June 18, 2017: “Growing Illiberalism”

Fathers’ Day. Rev. Khleber Van Zandt. One small step beyond progressive liberalism, a strident illiberalism seems to be taking hold in conversations on the left. How can we maintain a progressive stance without becoming illiberal ourselves?


June 25, 2017: "Embracing Change"

April Glasco: ED Second Chance/Last Opportunity. This week's sermon teaches us that our situation in life is not permanent. The goal of our life is to learn how to be able to embrace and achieve successful change. We do this by being more flexible and open-minded. I will share my personal story and successfully illustrate how I embrace change through life struggles and pain. My model for myself is to take out the trash and toss it away and remove the bitterness and disappointments to turn 'Life's Bitter Lemons' into refreshing Lemonade.

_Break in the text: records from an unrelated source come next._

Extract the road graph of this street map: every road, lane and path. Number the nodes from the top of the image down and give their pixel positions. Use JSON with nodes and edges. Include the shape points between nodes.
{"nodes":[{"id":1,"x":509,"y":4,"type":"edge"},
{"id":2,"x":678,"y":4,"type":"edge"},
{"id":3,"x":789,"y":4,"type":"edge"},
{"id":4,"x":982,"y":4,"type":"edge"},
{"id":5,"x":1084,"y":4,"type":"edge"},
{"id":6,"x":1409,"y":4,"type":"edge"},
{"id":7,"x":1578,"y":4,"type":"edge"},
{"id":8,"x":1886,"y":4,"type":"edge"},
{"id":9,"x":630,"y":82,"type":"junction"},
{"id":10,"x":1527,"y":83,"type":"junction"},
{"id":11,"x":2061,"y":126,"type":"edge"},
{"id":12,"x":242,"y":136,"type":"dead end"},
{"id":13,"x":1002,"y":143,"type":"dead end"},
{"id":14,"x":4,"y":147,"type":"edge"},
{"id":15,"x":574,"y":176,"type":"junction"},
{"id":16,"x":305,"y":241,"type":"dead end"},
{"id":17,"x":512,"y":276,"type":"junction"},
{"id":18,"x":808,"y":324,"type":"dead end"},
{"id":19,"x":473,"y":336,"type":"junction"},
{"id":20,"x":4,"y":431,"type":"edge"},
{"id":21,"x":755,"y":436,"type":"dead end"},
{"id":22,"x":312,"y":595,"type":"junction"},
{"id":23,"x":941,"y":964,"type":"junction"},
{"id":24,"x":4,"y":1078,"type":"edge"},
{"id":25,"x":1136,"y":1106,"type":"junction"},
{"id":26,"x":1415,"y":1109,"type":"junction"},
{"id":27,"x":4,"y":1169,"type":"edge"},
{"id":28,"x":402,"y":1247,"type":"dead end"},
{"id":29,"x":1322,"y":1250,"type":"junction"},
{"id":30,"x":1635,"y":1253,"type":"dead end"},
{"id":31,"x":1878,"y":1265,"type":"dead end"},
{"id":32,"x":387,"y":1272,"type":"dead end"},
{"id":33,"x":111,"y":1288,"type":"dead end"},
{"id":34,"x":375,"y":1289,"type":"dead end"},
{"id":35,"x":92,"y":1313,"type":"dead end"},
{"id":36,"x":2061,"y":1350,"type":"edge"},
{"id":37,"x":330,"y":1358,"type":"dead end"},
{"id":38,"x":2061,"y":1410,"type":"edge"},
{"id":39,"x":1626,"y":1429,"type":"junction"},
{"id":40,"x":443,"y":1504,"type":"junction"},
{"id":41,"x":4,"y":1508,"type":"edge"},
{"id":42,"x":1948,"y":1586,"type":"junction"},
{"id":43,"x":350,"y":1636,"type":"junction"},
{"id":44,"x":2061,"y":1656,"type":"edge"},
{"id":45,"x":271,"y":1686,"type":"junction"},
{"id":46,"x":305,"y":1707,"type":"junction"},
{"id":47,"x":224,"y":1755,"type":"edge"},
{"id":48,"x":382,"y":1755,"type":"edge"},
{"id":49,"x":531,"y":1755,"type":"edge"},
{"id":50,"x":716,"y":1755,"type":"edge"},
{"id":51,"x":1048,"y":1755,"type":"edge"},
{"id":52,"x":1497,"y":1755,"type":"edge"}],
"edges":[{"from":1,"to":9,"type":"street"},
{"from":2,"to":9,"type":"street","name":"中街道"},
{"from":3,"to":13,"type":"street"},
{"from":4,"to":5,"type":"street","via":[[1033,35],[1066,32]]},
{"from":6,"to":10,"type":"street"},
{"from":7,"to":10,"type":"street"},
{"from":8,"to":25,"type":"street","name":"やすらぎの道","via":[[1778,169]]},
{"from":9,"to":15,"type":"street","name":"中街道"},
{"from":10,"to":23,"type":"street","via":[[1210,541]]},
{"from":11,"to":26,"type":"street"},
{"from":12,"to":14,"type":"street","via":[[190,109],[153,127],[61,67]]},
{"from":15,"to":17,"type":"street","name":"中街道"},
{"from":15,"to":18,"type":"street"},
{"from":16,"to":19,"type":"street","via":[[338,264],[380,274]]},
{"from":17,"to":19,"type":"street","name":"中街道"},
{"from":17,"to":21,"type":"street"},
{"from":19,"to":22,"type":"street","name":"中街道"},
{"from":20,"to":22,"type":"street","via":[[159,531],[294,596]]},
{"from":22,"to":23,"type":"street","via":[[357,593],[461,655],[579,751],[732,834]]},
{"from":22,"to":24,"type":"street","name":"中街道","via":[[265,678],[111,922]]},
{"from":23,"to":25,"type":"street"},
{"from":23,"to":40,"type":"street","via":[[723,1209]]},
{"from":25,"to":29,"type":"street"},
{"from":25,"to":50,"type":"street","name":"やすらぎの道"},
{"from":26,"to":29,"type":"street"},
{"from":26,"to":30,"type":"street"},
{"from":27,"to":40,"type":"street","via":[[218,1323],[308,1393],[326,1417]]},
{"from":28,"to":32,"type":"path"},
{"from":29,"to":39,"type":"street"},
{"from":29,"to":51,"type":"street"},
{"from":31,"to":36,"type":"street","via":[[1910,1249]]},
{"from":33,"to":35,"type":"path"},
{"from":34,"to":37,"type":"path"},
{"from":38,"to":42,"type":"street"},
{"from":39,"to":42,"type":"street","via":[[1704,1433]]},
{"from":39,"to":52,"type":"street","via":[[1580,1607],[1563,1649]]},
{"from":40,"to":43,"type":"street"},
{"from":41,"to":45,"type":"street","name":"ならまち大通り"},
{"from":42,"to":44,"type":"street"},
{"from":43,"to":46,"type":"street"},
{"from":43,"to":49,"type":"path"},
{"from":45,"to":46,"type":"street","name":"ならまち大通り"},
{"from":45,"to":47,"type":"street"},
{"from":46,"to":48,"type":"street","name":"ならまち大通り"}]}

Adult RE, Asta Linder House Room A

June 4, 2017, 09:00am: "John Adams-Constitutionalist"

From the Great Course Cycles of American Political Thought-In this session, Adams' contribution to American political history is examined through his works and writings.

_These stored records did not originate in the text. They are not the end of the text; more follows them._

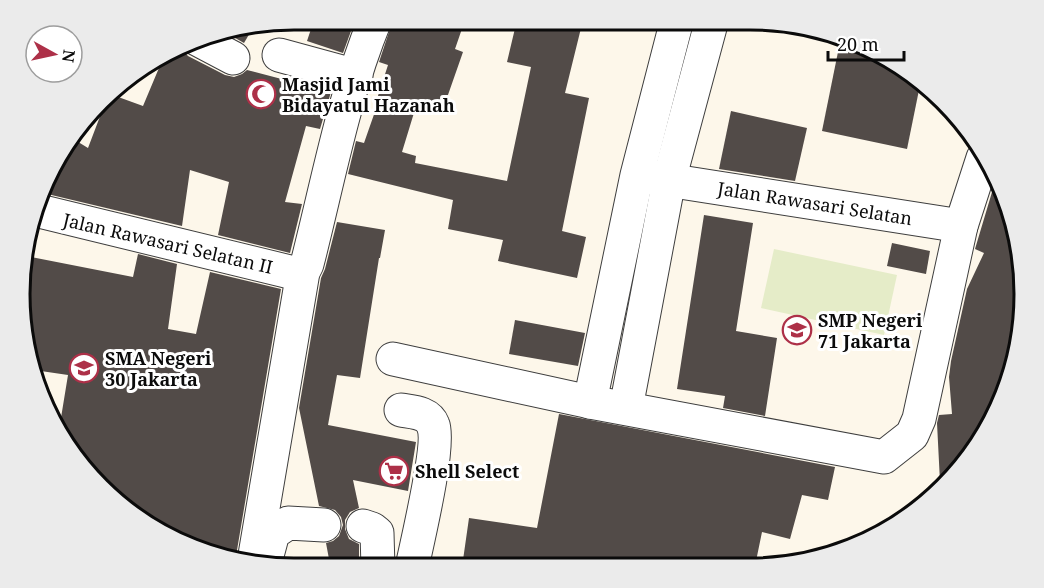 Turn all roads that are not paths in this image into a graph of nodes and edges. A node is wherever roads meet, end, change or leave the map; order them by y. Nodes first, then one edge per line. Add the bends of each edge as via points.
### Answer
1 (372, 30) edge
2 (674, 30) edge
3 (709, 30) edge
4 (207, 45) edge
5 (279, 55) dead end
6 (232, 58) dead end
7 (356, 76) junction
8 (981, 165) edge
9 (636, 175) junction
10 (669, 180) junction
11 (43, 212) edge
12 (961, 226) junction
13 (303, 272) junction
14 (393, 358) dead end
15 (590, 402) junction
16 (626, 408) junction
17 (401, 410) dead end
18 (324, 525) dead end
19 (363, 526) dead end
20 (255, 555) edge
21 (267, 556) edge
22 (378, 558) edge
23 (414, 558) edge

1 - 7 street
2 - 9 street
3 - 10 street
4 - 6 street
5 - 7 street
7 - 13 street
8 - 12 street
9 - 10 street, Jalan Rawasari Selatan
9 - 15 street
10 - 12 street, Jalan Rawasari Selatan
10 - 16 street
11 - 13 street, Jalan Rawasari Selatan II
12 - 16 street via 919,419 912,435 884,457
13 - 20 street
14 - 15 street
15 - 16 street
17 - 23 street via 424,415 433,425 435,447
18 - 21 street via 288,523 273,533
19 - 22 street via 377,533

June 11, 2017, 09:00am: "A Political Constitution"

From the Great Course Cycles of American Political Thought-In this session, we investigate how the Constitution was shaped by the competing needs and concerns of delegates from all over the 13 counties.

June 18, 2017, 09:00am: "A Philosophical Constitution-Faction"

From the Great Course Cycles of American Political Thought-In this session, we trace how The Federalist Papers contended with majority factions.

June 25, 2017, 09:00am: "A Philosophical Constitution-Structure"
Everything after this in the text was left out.